|M.Sc Student||Fadi Kizel|
|Subject||Dynamic Adaptive Hyper-Spectral Unmixing|
|Department||Department of Civil and Environmental Engineering||Supervisor||Full Professor Shoshany Maxim|
|Full Thesis text - in Hebrew|
Hyper-spectral Remote sensing adds new dimensions of surface mapping due to its sensitivity to the chemical, physical and biological properties of the exposed materials. In real applications the information extraction capabilities are influenced by acquisition effects, the sensor's instantaneous field of view and the spatial heterogeneity of surface properties and materials. Where the pixel is larger than the spatial rate of surface properties' change, the signal obtained by the sensor represents a mixture of materials. The mixing of different materials causes a major obstacle in their mapping from the integrated spectral signal. Considering the size of satellite sensors' foot print and considering the limited number of spectral bands in such sensor systems, the mixing problem results major limitations on the capability of extracting surface information in particular and classifying correctly the images in general.
Unmixing techniques have been thus developed for determining the fractions of these surface components. The set of 'pure' potential components is called "endmembers set" represented by their spectral signatures. The vector of integrated spectral reflectance at each mixed pixel is assumed to be represented by the vector multiplication of the fractions' vector with the spectral reflectance matrix. In addition, a constraint of the sum of all fractions equal to 1 may apply. Thus, the fraction vector can be determined inversely by least square approximation. This is actually the most common technique called linear unmixing, which has several drawbacks: it requires orthogonalization of the different spectral signatures and it is most limited in resolving fractions where spectral signatures are co-linear.

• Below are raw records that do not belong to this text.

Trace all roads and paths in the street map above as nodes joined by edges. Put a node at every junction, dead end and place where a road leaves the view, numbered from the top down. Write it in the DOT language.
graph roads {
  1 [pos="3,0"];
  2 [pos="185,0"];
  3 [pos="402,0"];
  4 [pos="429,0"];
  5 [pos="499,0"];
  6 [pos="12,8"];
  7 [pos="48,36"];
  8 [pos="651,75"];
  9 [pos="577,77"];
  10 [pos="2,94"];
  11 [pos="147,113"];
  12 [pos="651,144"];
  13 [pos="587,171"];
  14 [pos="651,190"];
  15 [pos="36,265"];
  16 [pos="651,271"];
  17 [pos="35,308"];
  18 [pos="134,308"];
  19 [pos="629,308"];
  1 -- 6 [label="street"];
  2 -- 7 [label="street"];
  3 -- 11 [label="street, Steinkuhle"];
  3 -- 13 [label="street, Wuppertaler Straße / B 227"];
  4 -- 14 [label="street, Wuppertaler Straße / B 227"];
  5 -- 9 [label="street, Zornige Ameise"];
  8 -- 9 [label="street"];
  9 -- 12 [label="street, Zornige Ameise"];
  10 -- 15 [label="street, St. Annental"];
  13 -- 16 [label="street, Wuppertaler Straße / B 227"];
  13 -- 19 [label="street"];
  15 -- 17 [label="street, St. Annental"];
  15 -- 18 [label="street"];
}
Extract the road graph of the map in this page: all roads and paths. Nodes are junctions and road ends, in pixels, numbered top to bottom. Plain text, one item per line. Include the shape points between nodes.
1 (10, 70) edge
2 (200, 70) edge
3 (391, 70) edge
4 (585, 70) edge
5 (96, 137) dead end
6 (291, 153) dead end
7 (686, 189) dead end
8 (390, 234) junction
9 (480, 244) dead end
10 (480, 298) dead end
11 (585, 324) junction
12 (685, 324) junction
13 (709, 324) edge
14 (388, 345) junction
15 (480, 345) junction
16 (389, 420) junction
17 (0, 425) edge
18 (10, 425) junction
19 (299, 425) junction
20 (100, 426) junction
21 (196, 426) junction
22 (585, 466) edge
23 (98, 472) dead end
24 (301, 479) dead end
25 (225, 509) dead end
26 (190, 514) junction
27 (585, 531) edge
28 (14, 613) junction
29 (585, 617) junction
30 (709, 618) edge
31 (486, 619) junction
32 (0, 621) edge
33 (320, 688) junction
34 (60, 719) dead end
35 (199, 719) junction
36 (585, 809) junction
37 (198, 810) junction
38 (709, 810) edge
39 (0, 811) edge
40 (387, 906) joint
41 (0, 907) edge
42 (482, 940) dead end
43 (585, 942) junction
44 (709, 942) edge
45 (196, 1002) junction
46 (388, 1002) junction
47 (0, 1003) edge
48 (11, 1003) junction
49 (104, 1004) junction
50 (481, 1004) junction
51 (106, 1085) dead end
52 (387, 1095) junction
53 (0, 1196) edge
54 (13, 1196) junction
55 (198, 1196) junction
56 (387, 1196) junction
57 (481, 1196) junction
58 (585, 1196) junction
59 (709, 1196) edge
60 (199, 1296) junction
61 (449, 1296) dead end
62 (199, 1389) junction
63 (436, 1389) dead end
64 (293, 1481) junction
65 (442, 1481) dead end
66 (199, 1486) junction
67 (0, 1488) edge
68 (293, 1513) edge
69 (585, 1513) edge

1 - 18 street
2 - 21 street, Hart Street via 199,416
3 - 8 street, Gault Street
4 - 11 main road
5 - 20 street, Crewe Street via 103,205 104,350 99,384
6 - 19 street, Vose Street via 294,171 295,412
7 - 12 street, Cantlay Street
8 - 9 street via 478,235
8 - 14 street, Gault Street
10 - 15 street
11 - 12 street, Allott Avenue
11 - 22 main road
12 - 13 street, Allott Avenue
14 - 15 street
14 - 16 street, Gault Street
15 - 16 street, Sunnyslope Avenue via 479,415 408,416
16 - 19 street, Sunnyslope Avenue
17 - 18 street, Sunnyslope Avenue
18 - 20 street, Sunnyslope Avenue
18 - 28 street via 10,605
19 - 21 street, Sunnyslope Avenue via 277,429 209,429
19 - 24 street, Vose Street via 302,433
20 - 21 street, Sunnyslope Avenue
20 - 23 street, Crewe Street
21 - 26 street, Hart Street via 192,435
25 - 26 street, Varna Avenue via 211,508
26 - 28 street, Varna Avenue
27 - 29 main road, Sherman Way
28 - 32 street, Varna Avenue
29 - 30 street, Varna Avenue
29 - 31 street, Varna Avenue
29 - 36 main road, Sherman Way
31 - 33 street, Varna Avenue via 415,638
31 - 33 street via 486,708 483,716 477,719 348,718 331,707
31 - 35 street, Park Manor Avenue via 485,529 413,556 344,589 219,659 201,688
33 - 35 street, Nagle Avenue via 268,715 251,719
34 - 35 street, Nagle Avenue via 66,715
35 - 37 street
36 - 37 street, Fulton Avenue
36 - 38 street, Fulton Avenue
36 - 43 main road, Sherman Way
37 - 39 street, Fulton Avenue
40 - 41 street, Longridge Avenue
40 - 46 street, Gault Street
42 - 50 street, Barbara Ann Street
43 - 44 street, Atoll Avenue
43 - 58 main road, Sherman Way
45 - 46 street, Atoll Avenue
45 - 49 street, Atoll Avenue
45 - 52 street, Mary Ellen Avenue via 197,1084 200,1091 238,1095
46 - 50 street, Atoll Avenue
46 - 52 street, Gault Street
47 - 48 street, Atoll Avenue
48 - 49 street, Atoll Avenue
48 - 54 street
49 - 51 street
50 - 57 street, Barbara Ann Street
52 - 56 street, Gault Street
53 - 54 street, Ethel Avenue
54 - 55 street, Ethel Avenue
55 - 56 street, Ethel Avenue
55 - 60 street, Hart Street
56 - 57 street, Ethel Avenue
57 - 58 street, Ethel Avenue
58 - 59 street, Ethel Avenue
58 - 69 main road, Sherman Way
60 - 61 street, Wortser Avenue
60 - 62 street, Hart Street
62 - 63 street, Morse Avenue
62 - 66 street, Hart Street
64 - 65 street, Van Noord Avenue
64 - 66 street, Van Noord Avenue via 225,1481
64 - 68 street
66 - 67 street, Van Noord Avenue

In this study we present a new Discrete Search approach which allows for the assessment of large number of different spectral endmembers' combinations. For restricting the number of such possible combinations to those which are more likely to compose a specific mixture, an approximate solution was derived based on estimating fractions from the inverse of the Spectral Angle Mapper (SAM). Then progressing toward convergence to the real spectral solution, is conducted with reference to the objective function of minimizing the SAM between the spectra assembled from the combined endmembers' fractions and that of the original integrated spectra. This algorithm allows for incorporation of different combinations of signatures and it functions well in cases representing collinearity.
In addition the mathematical Steepest Descent technique was also applied, where the progress in each step of the convergence process progress along the gradient of maximal change in the objective function.